(Dataset entries)

..............................

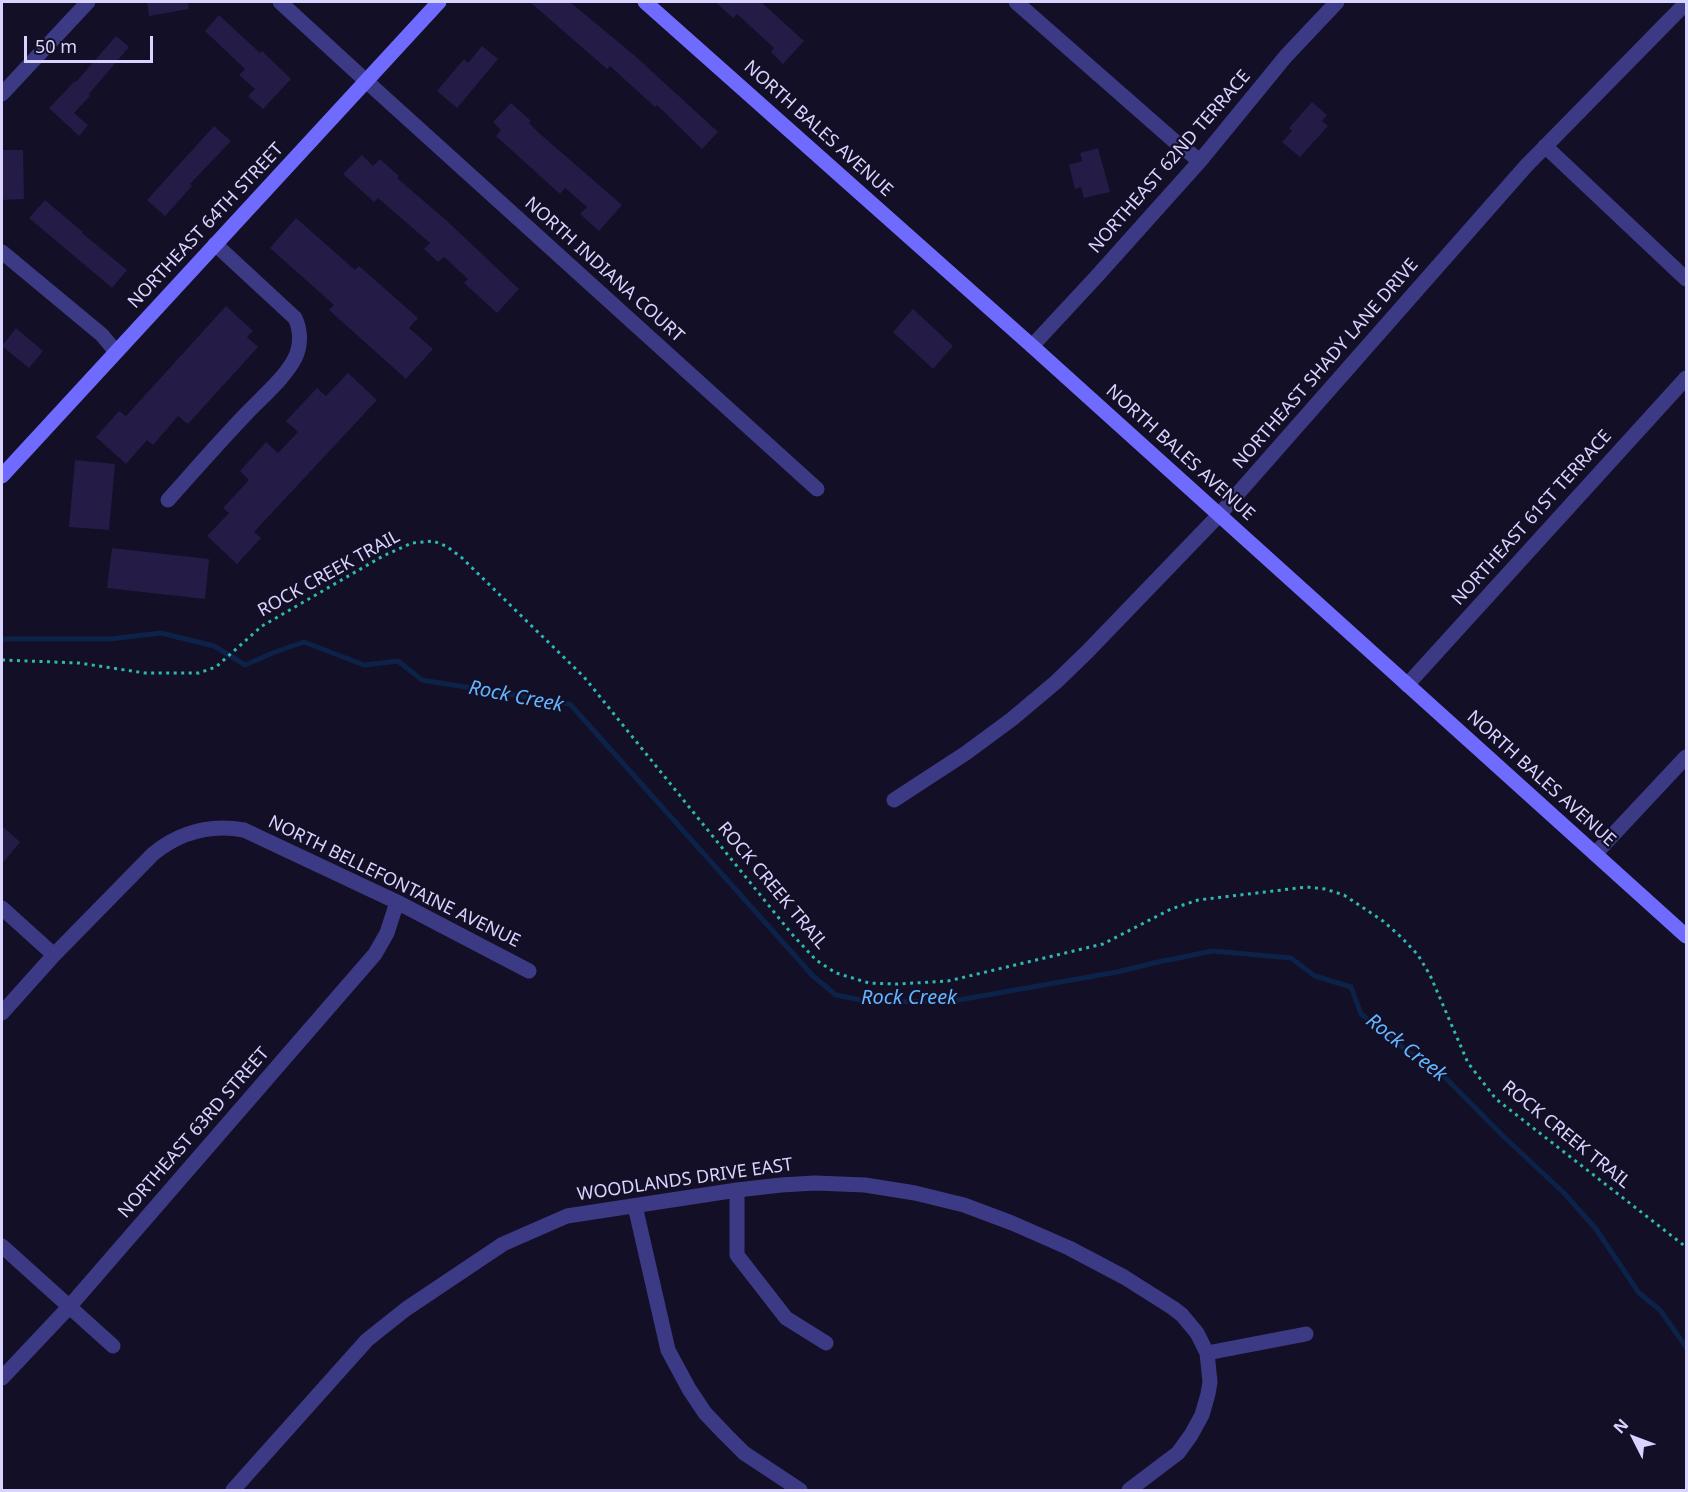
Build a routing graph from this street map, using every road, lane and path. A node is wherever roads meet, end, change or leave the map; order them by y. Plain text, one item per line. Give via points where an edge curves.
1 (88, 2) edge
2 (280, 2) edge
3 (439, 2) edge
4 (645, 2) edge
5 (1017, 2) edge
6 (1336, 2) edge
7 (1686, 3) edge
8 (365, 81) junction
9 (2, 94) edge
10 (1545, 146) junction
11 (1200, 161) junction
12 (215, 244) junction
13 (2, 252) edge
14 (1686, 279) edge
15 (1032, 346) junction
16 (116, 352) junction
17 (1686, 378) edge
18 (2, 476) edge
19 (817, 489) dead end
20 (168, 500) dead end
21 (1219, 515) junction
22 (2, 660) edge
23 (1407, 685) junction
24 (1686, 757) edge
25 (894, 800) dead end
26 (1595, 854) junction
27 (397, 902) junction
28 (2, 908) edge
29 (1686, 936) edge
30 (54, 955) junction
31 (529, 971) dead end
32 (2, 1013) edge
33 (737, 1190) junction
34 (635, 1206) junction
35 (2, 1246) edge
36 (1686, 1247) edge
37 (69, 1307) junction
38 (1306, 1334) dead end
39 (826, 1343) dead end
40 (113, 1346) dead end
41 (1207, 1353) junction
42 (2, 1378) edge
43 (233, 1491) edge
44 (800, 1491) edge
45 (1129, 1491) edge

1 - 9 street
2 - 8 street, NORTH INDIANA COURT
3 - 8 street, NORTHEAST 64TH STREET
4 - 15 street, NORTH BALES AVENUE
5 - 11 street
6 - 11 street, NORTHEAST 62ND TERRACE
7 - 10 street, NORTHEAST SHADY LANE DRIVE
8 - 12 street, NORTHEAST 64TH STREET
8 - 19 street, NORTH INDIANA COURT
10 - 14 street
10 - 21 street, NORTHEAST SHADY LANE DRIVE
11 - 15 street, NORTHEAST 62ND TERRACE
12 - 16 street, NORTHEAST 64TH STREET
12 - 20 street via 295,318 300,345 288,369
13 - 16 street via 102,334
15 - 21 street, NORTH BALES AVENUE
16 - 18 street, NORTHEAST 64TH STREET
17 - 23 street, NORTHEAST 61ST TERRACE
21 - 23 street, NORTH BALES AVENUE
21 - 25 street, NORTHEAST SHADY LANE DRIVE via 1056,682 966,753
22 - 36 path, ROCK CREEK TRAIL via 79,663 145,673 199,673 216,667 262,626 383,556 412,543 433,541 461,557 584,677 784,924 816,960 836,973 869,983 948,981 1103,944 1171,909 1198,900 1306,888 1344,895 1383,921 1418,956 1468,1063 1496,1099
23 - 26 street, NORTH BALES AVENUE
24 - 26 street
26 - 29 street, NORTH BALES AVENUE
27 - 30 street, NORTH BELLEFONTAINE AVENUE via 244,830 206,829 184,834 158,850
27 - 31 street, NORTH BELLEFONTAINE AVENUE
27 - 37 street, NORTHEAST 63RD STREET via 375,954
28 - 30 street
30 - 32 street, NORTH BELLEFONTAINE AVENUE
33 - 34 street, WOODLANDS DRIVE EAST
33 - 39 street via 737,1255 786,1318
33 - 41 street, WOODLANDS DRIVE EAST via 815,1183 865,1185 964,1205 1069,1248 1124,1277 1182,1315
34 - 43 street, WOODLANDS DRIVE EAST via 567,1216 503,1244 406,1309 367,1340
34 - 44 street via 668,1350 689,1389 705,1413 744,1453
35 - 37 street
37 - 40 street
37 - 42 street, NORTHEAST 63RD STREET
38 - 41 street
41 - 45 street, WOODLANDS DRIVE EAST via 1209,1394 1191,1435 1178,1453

..............................

Action item
The lines needed are those in the data above that hold the string "NORTHEAST"; copy each of them.

Worked solution
3 - 8 street, NORTHEAST 64TH STREET
6 - 11 street, NORTHEAST 62ND TERRACE
7 - 10 street, NORTHEAST SHADY LANE DRIVE
8 - 12 street, NORTHEAST 64TH STREET
10 - 21 street, NORTHEAST SHADY LANE DRIVE
11 - 15 street, NORTHEAST 62ND TERRACE
12 - 16 street, NORTHEAST 64TH STREET
16 - 18 street, NORTHEAST 64TH STREET
17 - 23 street, NORTHEAST 61ST TERRACE
21 - 25 street, NORTHEAST SHADY LANE DRIVE via 1056,682 966,753
27 - 37 street, NORTHEAST 63RD STREET via 375,954
37 - 42 street, NORTHEAST 63RD STREET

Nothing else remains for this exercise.